Please print out every line of the material, unchanged.

Exercise input:
* * *
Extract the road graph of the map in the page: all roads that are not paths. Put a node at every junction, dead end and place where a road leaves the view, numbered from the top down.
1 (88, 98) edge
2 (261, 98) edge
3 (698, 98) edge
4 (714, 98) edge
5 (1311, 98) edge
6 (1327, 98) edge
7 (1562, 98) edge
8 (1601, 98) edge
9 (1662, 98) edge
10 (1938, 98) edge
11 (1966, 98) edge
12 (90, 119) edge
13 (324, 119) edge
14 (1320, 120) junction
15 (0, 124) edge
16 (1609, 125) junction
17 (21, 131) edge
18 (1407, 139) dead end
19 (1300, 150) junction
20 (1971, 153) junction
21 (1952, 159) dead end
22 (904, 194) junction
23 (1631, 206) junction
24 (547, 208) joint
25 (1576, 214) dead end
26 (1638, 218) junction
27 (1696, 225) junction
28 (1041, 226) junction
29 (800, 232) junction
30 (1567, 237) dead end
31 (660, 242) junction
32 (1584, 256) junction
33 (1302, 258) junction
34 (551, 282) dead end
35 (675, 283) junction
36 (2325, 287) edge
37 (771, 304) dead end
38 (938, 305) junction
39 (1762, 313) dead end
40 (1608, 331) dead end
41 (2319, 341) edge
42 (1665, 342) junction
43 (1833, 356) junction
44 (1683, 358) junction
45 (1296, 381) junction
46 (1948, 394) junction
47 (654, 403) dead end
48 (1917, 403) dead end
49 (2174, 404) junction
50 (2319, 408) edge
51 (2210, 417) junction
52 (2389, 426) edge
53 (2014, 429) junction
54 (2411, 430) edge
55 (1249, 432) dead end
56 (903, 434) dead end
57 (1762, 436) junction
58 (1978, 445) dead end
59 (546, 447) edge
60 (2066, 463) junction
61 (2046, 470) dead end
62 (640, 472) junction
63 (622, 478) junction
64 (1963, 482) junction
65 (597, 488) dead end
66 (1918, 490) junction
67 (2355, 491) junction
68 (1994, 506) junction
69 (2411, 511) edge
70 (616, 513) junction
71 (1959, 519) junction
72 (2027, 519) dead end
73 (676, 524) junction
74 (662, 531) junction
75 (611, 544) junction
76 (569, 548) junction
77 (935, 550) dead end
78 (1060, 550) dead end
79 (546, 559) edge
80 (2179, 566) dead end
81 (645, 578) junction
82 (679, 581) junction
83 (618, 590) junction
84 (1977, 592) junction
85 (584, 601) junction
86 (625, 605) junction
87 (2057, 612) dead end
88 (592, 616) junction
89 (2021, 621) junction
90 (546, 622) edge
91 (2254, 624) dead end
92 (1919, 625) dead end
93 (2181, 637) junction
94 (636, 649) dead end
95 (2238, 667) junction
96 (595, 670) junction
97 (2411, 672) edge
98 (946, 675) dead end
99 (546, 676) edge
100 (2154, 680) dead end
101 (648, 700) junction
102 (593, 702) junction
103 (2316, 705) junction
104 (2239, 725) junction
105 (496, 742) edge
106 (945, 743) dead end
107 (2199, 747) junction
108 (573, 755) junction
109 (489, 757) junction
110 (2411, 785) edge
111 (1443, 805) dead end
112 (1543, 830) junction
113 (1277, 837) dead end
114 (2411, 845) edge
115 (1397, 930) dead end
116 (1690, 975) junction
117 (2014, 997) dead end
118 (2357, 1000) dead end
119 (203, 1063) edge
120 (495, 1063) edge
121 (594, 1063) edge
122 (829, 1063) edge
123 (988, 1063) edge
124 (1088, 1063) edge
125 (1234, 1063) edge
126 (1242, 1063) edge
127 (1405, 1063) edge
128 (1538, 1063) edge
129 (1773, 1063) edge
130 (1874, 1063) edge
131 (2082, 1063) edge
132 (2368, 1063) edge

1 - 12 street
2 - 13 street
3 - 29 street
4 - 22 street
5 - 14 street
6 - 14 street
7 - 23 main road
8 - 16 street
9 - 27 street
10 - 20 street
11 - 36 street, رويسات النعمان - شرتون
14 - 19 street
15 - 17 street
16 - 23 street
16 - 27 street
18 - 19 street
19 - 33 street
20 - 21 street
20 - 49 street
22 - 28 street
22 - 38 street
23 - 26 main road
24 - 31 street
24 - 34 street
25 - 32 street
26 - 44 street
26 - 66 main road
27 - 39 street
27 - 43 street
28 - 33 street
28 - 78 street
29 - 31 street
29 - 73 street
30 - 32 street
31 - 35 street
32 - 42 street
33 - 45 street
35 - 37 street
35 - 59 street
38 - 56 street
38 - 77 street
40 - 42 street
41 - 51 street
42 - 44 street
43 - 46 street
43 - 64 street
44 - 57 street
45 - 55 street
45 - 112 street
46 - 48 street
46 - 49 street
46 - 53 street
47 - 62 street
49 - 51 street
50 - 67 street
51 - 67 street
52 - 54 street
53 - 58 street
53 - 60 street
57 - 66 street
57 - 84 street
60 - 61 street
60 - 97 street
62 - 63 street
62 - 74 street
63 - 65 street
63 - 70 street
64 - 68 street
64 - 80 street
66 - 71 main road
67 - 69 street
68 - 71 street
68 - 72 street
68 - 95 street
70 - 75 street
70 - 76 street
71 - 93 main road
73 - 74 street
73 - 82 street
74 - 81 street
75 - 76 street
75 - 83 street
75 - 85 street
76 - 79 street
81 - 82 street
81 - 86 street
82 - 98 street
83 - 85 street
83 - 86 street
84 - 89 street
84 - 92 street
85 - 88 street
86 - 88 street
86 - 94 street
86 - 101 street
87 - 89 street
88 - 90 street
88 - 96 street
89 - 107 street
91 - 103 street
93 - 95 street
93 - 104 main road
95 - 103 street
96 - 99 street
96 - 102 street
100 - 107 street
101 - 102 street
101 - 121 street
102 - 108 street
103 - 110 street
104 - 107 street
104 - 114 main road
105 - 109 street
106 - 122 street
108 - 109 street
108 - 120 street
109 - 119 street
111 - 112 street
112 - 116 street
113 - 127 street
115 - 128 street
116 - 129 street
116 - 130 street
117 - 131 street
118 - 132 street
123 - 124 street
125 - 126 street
* * *
Task result:
Extract the road graph of the map in the page: all roads that are not paths. Put a node at every junction, dead end and place where a road leaves the view, numbered from the top down.
1 (88, 98) edge
2 (261, 98) edge
3 (698, 98) edge
4 (714, 98) edge
5 (1311, 98) edge
6 (1327, 98) edge
7 (1562, 98) edge
8 (1601, 98) edge
9 (1662, 98) edge
10 (1938, 98) edge
11 (1966, 98) edge
12 (90, 119) edge
13 (324, 119) edge
14 (1320, 120) junction
15 (0, 124) edge
16 (1609, 125) junction
17 (21, 131) edge
18 (1407, 139) dead end
19 (1300, 150) junction
20 (1971, 153) junction
21 (1952, 159) dead end
22 (904, 194) junction
23 (1631, 206) junction
24 (547, 208) joint
25 (1576, 214) dead end
26 (1638, 218) junction
27 (1696, 225) junction
28 (1041, 226) junction
29 (800, 232) junction
30 (1567, 237) dead end
31 (660, 242) junction
32 (1584, 256) junction
33 (1302, 258) junction
34 (551, 282) dead end
35 (675, 283) junction
36 (2325, 287) edge
37 (771, 304) dead end
38 (938, 305) junction
39 (1762, 313) dead end
40 (1608, 331) dead end
41 (2319, 341) edge
42 (1665, 342) junction
43 (1833, 356) junction
44 (1683, 358) junction
45 (1296, 381) junction
46 (1948, 394) junction
47 (654, 403) dead end
48 (1917, 403) dead end
49 (2174, 404) junction
50 (2319, 408) edge
51 (2210, 417) junction
52 (2389, 426) edge
53 (2014, 429) junction
54 (2411, 430) edge
55 (1249, 432) dead end
56 (903, 434) dead end
57 (1762, 436) junction
58 (1978, 445) dead end
59 (546, 447) edge
60 (2066, 463) junction
61 (2046, 470) dead end
62 (640, 472) junction
63 (622, 478) junction
64 (1963, 482) junction
65 (597, 488) dead end
66 (1918, 490) junction
67 (2355, 491) junction
68 (1994, 506) junction
69 (2411, 511) edge
70 (616, 513) junction
71 (1959, 519) junction
72 (2027, 519) dead end
73 (676, 524) junction
74 (662, 531) junction
75 (611, 544) junction
76 (569, 548) junction
77 (935, 550) dead end
78 (1060, 550) dead end
79 (546, 559) edge
80 (2179, 566) dead end
81 (645, 578) junction
82 (679, 581) junction
83 (618, 590) junction
84 (1977, 592) junction
85 (584, 601) junction
86 (625, 605) junction
87 (2057, 612) dead end
88 (592, 616) junction
89 (2021, 621) junction
90 (546, 622) edge
91 (2254, 624) dead end
92 (1919, 625) dead end
93 (2181, 637) junction
94 (636, 649) dead end
95 (2238, 667) junction
96 (595, 670) junction
97 (2411, 672) edge
98 (946, 675) dead end
99 (546, 676) edge
100 (2154, 680) dead end
101 (648, 700) junction
102 (593, 702) junction
103 (2316, 705) junction
104 (2239, 725) junction
105 (496, 742) edge
106 (945, 743) dead end
107 (2199, 747) junction
108 (573, 755) junction
109 (489, 757) junction
110 (2411, 785) edge
111 (1443, 805) dead end
112 (1543, 830) junction
113 (1277, 837) dead end
114 (2411, 845) edge
115 (1397, 930) dead end
116 (1690, 975) junction
117 (2014, 997) dead end
118 (2357, 1000) dead end
119 (203, 1063) edge
120 (495, 1063) edge
121 (594, 1063) edge
122 (829, 1063) edge
123 (988, 1063) edge
124 (1088, 1063) edge
125 (1234, 1063) edge
126 (1242, 1063) edge
127 (1405, 1063) edge
128 (1538, 1063) edge
129 (1773, 1063) edge
130 (1874, 1063) edge
131 (2082, 1063) edge
132 (2368, 1063) edge

1 - 12 street
2 - 13 street
3 - 29 street
4 - 22 street
5 - 14 street
6 - 14 street
7 - 23 main road
8 - 16 street
9 - 27 street
10 - 20 street
11 - 36 street, رويسات النعمان - شرتون
14 - 19 street
15 - 17 street
16 - 23 street
16 - 27 street
18 - 19 street
19 - 33 street
20 - 21 street
20 - 49 street
22 - 28 street
22 - 38 street
23 - 26 main road
24 - 31 street
24 - 34 street
25 - 32 street
26 - 44 street
26 - 66 main road
27 - 39 street
27 - 43 street
28 - 33 street
28 - 78 street
29 - 31 street
29 - 73 street
30 - 32 street
31 - 35 street
32 - 42 street
33 - 45 street
35 - 37 street
35 - 59 street
38 - 56 street
38 - 77 street
40 - 42 street
41 - 51 street
42 - 44 street
43 - 46 street
43 - 64 street
44 - 57 street
45 - 55 street
45 - 112 street
46 - 48 street
46 - 49 street
46 - 53 street
47 - 62 street
49 - 51 street
50 - 67 street
51 - 67 street
52 - 54 street
53 - 58 street
53 - 60 street
57 - 66 street
57 - 84 street
60 - 61 street
60 - 97 street
62 - 63 street
62 - 74 street
63 - 65 street
63 - 70 street
64 - 68 street
64 - 80 street
66 - 71 main road
67 - 69 street
68 - 71 street
68 - 72 street
68 - 95 street
70 - 75 street
70 - 76 street
71 - 93 main road
73 - 74 street
73 - 82 street
74 - 81 street
75 - 76 street
75 - 83 street
75 - 85 street
76 - 79 street
81 - 82 street
81 - 86 street
82 - 98 street
83 - 85 street
83 - 86 street
84 - 89 street
84 - 92 street
85 - 88 street
86 - 88 street
86 - 94 street
86 - 101 street
87 - 89 street
88 - 90 street
88 - 96 street
89 - 107 street
91 - 103 street
93 - 95 street
93 - 104 main road
95 - 103 street
96 - 99 street
96 - 102 street
100 - 107 street
101 - 102 street
101 - 121 street
102 - 108 street
103 - 110 street
104 - 107 street
104 - 114 main road
105 - 109 street
106 - 122 street
108 - 109 street
108 - 120 street
109 - 119 street
111 - 112 street
112 - 116 street
113 - 127 street
115 - 128 street
116 - 129 street
116 - 130 street
117 - 131 street
118 - 132 street
123 - 124 street
125 - 126 street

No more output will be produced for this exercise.